Segment Start: Data excerpts
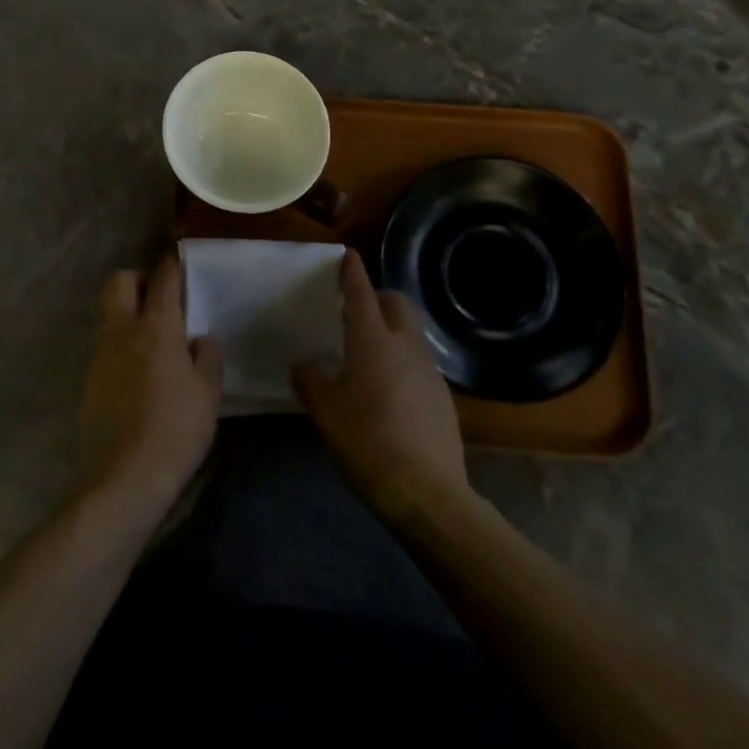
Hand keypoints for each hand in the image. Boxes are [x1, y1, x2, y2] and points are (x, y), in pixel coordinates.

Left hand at [77, 255, 222, 516]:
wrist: (124, 476)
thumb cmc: (176, 430)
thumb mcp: (208, 394)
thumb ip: (207, 358)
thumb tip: (201, 339)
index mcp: (157, 327)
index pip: (163, 279)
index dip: (171, 265)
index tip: (179, 261)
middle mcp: (123, 330)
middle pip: (119, 282)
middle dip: (137, 280)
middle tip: (158, 299)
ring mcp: (100, 354)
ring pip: (108, 314)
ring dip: (126, 313)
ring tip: (151, 339)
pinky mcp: (88, 379)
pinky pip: (104, 346)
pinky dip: (119, 345)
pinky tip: (136, 373)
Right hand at [293, 251, 470, 524]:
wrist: (427, 492)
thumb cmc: (367, 440)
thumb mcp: (325, 411)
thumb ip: (310, 380)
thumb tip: (304, 365)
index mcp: (373, 340)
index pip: (362, 293)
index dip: (353, 272)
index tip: (348, 255)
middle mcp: (406, 346)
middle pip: (398, 304)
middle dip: (379, 297)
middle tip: (356, 311)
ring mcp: (430, 371)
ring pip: (412, 334)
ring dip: (393, 330)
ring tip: (369, 353)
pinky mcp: (444, 398)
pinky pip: (420, 364)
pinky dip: (403, 362)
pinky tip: (388, 391)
Segment End: Data excerpts
**Work request:**
Scan the data above for the word "ring", then copy every line that holds it.

**Answer for the task:**
ring mcp: (100, 354)
ring pip: (108, 314)
ring dip: (126, 313)
ring tip: (151, 339)
ring mcp: (430, 371)
ring pip: (412, 334)
ring dip: (393, 330)
ring tip: (369, 353)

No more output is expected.